------ Records to process ------
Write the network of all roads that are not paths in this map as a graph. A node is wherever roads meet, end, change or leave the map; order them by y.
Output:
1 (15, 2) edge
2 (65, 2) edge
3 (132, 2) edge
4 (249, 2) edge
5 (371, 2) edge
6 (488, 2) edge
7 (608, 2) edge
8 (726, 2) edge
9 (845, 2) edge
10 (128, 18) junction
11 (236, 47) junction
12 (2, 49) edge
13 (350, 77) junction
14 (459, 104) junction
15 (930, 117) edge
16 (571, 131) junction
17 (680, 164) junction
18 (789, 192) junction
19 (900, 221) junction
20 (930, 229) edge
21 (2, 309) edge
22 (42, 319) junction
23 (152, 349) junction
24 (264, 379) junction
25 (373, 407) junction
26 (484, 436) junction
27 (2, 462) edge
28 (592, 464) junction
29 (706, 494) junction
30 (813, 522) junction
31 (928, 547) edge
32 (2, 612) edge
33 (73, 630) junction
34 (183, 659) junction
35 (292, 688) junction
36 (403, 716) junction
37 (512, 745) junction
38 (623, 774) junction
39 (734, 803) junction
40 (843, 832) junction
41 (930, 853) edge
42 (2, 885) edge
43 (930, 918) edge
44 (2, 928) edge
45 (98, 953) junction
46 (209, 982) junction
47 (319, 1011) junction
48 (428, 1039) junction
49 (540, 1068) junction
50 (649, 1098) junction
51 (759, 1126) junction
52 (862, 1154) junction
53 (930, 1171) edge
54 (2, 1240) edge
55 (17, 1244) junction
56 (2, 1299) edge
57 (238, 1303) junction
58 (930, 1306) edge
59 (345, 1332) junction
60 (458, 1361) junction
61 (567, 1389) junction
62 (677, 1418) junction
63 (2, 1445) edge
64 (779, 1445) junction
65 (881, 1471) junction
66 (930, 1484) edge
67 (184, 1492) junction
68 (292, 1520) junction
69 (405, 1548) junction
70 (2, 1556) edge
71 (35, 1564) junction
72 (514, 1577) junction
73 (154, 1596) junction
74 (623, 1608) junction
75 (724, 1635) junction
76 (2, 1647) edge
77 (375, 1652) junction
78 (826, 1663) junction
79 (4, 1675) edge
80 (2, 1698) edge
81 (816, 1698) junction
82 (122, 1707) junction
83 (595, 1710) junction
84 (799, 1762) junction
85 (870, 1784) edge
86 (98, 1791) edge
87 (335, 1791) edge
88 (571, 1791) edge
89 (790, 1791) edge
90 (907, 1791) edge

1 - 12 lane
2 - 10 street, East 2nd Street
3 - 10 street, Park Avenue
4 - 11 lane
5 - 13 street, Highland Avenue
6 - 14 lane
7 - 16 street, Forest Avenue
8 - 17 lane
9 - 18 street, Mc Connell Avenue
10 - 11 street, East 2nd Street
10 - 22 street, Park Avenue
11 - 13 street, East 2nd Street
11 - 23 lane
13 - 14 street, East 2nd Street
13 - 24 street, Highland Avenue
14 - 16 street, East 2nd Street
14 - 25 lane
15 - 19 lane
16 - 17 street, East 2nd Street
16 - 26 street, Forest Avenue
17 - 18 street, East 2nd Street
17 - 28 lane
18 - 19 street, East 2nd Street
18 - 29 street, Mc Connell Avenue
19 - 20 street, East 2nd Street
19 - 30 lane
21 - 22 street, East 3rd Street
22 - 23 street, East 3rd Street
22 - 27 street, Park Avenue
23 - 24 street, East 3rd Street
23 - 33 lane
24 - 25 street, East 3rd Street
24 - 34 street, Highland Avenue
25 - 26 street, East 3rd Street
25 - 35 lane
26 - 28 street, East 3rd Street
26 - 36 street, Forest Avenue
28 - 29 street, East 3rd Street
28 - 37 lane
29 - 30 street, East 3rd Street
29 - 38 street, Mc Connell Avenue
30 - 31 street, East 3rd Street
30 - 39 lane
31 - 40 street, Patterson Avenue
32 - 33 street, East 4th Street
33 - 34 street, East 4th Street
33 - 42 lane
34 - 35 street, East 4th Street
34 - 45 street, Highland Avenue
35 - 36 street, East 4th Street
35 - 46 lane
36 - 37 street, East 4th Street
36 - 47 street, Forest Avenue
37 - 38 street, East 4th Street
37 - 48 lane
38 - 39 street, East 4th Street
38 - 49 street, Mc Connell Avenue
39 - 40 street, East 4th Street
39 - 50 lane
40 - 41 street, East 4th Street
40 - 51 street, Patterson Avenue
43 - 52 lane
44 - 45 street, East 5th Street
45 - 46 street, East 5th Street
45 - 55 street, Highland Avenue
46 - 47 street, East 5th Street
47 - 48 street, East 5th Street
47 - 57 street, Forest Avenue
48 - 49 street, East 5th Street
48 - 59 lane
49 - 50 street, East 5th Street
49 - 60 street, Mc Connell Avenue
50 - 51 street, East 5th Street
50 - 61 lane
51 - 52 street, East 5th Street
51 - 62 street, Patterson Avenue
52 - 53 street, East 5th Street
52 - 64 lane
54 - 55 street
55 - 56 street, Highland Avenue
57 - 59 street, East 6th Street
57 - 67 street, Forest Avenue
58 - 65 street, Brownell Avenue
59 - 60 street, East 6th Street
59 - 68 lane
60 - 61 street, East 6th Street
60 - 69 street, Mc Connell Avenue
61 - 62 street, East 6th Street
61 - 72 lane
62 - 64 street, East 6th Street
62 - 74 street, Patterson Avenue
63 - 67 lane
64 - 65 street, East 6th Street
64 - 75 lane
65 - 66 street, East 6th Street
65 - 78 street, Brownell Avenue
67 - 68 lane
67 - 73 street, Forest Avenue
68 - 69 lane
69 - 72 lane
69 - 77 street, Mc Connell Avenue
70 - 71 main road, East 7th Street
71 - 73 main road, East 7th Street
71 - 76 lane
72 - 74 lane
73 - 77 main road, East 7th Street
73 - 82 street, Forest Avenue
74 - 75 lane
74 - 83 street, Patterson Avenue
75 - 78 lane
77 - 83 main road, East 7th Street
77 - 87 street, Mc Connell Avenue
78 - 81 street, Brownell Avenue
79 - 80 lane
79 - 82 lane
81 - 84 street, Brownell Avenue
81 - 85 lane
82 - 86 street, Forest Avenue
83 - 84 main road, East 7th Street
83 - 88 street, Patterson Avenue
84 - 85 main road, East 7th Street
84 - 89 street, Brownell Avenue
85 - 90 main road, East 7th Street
------
Task brief
In this exercise, every line of the listing is to be output exactly.

Answer space
Write the network of all roads that are not paths in this map as a graph. A node is wherever roads meet, end, change or leave the map; order them by y.
Output:
1 (15, 2) edge
2 (65, 2) edge
3 (132, 2) edge
4 (249, 2) edge
5 (371, 2) edge
6 (488, 2) edge
7 (608, 2) edge
8 (726, 2) edge
9 (845, 2) edge
10 (128, 18) junction
11 (236, 47) junction
12 (2, 49) edge
13 (350, 77) junction
14 (459, 104) junction
15 (930, 117) edge
16 (571, 131) junction
17 (680, 164) junction
18 (789, 192) junction
19 (900, 221) junction
20 (930, 229) edge
21 (2, 309) edge
22 (42, 319) junction
23 (152, 349) junction
24 (264, 379) junction
25 (373, 407) junction
26 (484, 436) junction
27 (2, 462) edge
28 (592, 464) junction
29 (706, 494) junction
30 (813, 522) junction
31 (928, 547) edge
32 (2, 612) edge
33 (73, 630) junction
34 (183, 659) junction
35 (292, 688) junction
36 (403, 716) junction
37 (512, 745) junction
38 (623, 774) junction
39 (734, 803) junction
40 (843, 832) junction
41 (930, 853) edge
42 (2, 885) edge
43 (930, 918) edge
44 (2, 928) edge
45 (98, 953) junction
46 (209, 982) junction
47 (319, 1011) junction
48 (428, 1039) junction
49 (540, 1068) junction
50 (649, 1098) junction
51 (759, 1126) junction
52 (862, 1154) junction
53 (930, 1171) edge
54 (2, 1240) edge
55 (17, 1244) junction
56 (2, 1299) edge
57 (238, 1303) junction
58 (930, 1306) edge
59 (345, 1332) junction
60 (458, 1361) junction
61 (567, 1389) junction
62 (677, 1418) junction
63 (2, 1445) edge
64 (779, 1445) junction
65 (881, 1471) junction
66 (930, 1484) edge
67 (184, 1492) junction
68 (292, 1520) junction
69 (405, 1548) junction
70 (2, 1556) edge
71 (35, 1564) junction
72 (514, 1577) junction
73 (154, 1596) junction
74 (623, 1608) junction
75 (724, 1635) junction
76 (2, 1647) edge
77 (375, 1652) junction
78 (826, 1663) junction
79 (4, 1675) edge
80 (2, 1698) edge
81 (816, 1698) junction
82 (122, 1707) junction
83 (595, 1710) junction
84 (799, 1762) junction
85 (870, 1784) edge
86 (98, 1791) edge
87 (335, 1791) edge
88 (571, 1791) edge
89 (790, 1791) edge
90 (907, 1791) edge

1 - 12 lane
2 - 10 street, East 2nd Street
3 - 10 street, Park Avenue
4 - 11 lane
5 - 13 street, Highland Avenue
6 - 14 lane
7 - 16 street, Forest Avenue
8 - 17 lane
9 - 18 street, Mc Connell Avenue
10 - 11 street, East 2nd Street
10 - 22 street, Park Avenue
11 - 13 street, East 2nd Street
11 - 23 lane
13 - 14 street, East 2nd Street
13 - 24 street, Highland Avenue
14 - 16 street, East 2nd Street
14 - 25 lane
15 - 19 lane
16 - 17 street, East 2nd Street
16 - 26 street, Forest Avenue
17 - 18 street, East 2nd Street
17 - 28 lane
18 - 19 street, East 2nd Street
18 - 29 street, Mc Connell Avenue
19 - 20 street, East 2nd Street
19 - 30 lane
21 - 22 street, East 3rd Street
22 - 23 street, East 3rd Street
22 - 27 street, Park Avenue
23 - 24 street, East 3rd Street
23 - 33 lane
24 - 25 street, East 3rd Street
24 - 34 street, Highland Avenue
25 - 26 street, East 3rd Street
25 - 35 lane
26 - 28 street, East 3rd Street
26 - 36 street, Forest Avenue
28 - 29 street, East 3rd Street
28 - 37 lane
29 - 30 street, East 3rd Street
29 - 38 street, Mc Connell Avenue
30 - 31 street, East 3rd Street
30 - 39 lane
31 - 40 street, Patterson Avenue
32 - 33 street, East 4th Street
33 - 34 street, East 4th Street
33 - 42 lane
34 - 35 street, East 4th Street
34 - 45 street, Highland Avenue
35 - 36 street, East 4th Street
35 - 46 lane
36 - 37 street, East 4th Street
36 - 47 street, Forest Avenue
37 - 38 street, East 4th Street
37 - 48 lane
38 - 39 street, East 4th Street
38 - 49 street, Mc Connell Avenue
39 - 40 street, East 4th Street
39 - 50 lane
40 - 41 street, East 4th Street
40 - 51 street, Patterson Avenue
43 - 52 lane
44 - 45 street, East 5th Street
45 - 46 street, East 5th Street
45 - 55 street, Highland Avenue
46 - 47 street, East 5th Street
47 - 48 street, East 5th Street
47 - 57 street, Forest Avenue
48 - 49 street, East 5th Street
48 - 59 lane
49 - 50 street, East 5th Street
49 - 60 street, Mc Connell Avenue
50 - 51 street, East 5th Street
50 - 61 lane
51 - 52 street, East 5th Street
51 - 62 street, Patterson Avenue
52 - 53 street, East 5th Street
52 - 64 lane
54 - 55 street
55 - 56 street, Highland Avenue
57 - 59 street, East 6th Street
57 - 67 street, Forest Avenue
58 - 65 street, Brownell Avenue
59 - 60 street, East 6th Street
59 - 68 lane
60 - 61 street, East 6th Street
60 - 69 street, Mc Connell Avenue
61 - 62 street, East 6th Street
61 - 72 lane
62 - 64 street, East 6th Street
62 - 74 street, Patterson Avenue
63 - 67 lane
64 - 65 street, East 6th Street
64 - 75 lane
65 - 66 street, East 6th Street
65 - 78 street, Brownell Avenue
67 - 68 lane
67 - 73 street, Forest Avenue
68 - 69 lane
69 - 72 lane
69 - 77 street, Mc Connell Avenue
70 - 71 main road, East 7th Street
71 - 73 main road, East 7th Street
71 - 76 lane
72 - 74 lane
73 - 77 main road, East 7th Street
73 - 82 street, Forest Avenue
74 - 75 lane
74 - 83 street, Patterson Avenue
75 - 78 lane
77 - 83 main road, East 7th Street
77 - 87 street, Mc Connell Avenue
78 - 81 street, Brownell Avenue
79 - 80 lane
79 - 82 lane
81 - 84 street, Brownell Avenue
81 - 85 lane
82 - 86 street, Forest Avenue
83 - 84 main road, East 7th Street
83 - 88 street, Patterson Avenue
84 - 85 main road, East 7th Street
84 - 89 street, Brownell Avenue
85 - 90 main road, East 7th Street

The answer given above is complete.